> _BRIEF_: Search each line of the data for the word "Percy"; copy every line where it is found.

[Saved entries]
════

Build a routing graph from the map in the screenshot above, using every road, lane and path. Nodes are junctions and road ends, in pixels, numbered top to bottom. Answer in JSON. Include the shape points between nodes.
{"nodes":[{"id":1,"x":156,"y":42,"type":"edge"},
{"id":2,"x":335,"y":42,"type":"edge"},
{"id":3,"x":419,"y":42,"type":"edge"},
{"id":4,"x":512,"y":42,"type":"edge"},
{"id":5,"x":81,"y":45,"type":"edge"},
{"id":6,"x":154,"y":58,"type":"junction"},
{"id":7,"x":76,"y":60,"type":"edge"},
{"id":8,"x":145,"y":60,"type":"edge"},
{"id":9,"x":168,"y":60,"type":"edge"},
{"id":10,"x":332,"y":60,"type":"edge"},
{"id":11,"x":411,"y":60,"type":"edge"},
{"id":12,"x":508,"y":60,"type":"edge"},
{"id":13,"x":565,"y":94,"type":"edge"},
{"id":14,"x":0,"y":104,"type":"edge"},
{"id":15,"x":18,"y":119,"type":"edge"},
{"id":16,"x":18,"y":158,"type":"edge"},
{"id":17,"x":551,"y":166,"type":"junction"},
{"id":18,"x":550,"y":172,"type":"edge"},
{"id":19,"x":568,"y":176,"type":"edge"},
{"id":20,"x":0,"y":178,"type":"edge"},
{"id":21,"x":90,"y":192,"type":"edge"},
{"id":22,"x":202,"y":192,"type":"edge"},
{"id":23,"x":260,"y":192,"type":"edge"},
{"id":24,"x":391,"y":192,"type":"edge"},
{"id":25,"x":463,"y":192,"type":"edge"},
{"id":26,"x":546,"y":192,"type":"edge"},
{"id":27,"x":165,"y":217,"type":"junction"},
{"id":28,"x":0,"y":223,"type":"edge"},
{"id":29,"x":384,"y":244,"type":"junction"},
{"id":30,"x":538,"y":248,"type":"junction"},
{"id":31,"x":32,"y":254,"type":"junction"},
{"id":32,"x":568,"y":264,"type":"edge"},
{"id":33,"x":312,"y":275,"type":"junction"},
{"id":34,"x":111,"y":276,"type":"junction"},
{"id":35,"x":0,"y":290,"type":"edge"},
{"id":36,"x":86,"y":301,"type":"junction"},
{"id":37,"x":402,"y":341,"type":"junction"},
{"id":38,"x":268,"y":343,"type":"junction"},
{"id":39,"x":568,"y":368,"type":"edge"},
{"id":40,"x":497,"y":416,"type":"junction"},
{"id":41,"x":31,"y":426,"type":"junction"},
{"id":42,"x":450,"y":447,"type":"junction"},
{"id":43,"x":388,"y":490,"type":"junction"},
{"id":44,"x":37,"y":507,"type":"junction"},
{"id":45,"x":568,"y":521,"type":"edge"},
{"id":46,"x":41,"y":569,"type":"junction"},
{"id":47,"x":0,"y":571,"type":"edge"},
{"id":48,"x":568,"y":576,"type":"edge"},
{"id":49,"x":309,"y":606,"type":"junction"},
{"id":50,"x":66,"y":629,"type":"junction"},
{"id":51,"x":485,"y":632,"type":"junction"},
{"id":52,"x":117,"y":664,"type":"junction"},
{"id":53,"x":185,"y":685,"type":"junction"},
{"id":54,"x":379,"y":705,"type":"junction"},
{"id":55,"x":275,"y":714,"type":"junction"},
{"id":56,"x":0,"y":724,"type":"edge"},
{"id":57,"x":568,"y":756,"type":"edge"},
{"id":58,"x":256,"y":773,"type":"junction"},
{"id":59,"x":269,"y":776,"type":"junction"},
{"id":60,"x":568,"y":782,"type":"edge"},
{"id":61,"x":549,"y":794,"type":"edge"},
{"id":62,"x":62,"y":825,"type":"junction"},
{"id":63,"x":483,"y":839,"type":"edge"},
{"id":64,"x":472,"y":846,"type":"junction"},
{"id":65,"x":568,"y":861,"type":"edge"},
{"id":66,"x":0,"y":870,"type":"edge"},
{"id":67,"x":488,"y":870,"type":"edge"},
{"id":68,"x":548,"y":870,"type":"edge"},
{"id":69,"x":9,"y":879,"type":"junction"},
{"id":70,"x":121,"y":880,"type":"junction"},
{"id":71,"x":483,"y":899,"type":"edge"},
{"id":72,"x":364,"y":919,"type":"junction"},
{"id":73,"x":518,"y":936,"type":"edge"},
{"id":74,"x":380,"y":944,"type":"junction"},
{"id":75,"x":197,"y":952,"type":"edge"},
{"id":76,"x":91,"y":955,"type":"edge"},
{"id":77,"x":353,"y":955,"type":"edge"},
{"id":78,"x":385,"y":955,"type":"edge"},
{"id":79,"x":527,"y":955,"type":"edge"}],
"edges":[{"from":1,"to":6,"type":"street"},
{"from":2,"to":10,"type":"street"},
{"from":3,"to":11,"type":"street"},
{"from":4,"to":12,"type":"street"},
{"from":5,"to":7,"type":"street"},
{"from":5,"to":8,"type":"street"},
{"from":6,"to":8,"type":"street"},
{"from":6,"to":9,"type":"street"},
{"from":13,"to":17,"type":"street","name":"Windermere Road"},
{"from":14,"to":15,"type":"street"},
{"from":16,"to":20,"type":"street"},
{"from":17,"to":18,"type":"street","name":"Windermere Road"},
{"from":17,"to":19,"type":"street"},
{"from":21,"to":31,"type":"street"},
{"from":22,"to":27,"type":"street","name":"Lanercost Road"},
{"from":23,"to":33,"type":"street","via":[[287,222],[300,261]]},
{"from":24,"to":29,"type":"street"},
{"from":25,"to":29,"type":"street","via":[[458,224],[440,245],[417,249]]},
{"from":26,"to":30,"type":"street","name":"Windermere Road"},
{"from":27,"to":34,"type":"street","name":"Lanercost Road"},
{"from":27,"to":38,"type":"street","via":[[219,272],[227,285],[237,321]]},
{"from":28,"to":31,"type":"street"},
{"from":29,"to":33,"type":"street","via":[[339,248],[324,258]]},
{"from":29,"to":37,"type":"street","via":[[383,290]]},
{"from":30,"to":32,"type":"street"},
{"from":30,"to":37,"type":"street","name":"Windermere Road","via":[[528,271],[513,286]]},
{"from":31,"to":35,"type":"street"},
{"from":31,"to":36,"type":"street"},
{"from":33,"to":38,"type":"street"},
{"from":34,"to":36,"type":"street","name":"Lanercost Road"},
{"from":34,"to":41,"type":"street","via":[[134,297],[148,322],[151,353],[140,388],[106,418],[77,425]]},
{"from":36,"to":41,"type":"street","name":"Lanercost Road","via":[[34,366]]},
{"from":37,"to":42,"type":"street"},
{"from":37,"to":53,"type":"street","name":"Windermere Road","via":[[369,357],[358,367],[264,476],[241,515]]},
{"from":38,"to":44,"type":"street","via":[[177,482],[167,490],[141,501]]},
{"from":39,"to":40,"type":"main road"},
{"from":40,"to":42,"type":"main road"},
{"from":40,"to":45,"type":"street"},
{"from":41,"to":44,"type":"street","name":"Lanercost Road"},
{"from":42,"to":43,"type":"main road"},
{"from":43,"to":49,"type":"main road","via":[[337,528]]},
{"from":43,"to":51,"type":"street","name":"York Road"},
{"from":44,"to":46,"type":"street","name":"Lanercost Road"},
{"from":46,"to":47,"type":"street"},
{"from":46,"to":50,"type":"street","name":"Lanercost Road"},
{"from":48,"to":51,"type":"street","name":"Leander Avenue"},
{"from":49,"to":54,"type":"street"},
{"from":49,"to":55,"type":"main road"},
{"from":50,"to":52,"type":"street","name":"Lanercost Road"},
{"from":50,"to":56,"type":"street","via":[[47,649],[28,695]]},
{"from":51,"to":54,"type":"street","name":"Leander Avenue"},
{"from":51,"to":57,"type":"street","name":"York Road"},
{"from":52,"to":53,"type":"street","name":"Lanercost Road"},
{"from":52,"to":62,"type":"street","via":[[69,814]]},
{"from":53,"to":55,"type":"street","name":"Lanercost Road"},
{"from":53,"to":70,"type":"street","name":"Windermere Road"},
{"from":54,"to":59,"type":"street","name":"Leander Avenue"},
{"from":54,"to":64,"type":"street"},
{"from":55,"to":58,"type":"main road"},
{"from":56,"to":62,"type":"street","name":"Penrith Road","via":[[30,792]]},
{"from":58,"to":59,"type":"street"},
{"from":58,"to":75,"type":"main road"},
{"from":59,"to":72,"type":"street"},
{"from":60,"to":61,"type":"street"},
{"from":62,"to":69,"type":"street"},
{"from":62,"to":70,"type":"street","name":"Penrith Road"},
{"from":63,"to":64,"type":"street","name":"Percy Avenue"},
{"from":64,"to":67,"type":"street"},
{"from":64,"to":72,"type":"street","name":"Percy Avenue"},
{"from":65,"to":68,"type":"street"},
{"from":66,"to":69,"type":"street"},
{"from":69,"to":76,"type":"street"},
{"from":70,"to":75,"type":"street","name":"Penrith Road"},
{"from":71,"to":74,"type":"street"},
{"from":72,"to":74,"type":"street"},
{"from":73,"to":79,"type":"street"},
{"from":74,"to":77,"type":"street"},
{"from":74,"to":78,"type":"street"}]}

════

> _ANSWER FOR THE TASK_:
{"from":63,"to":64,"type":"street","name":"Percy Avenue"},
{"from":64,"to":72,"type":"street","name":"Percy Avenue"},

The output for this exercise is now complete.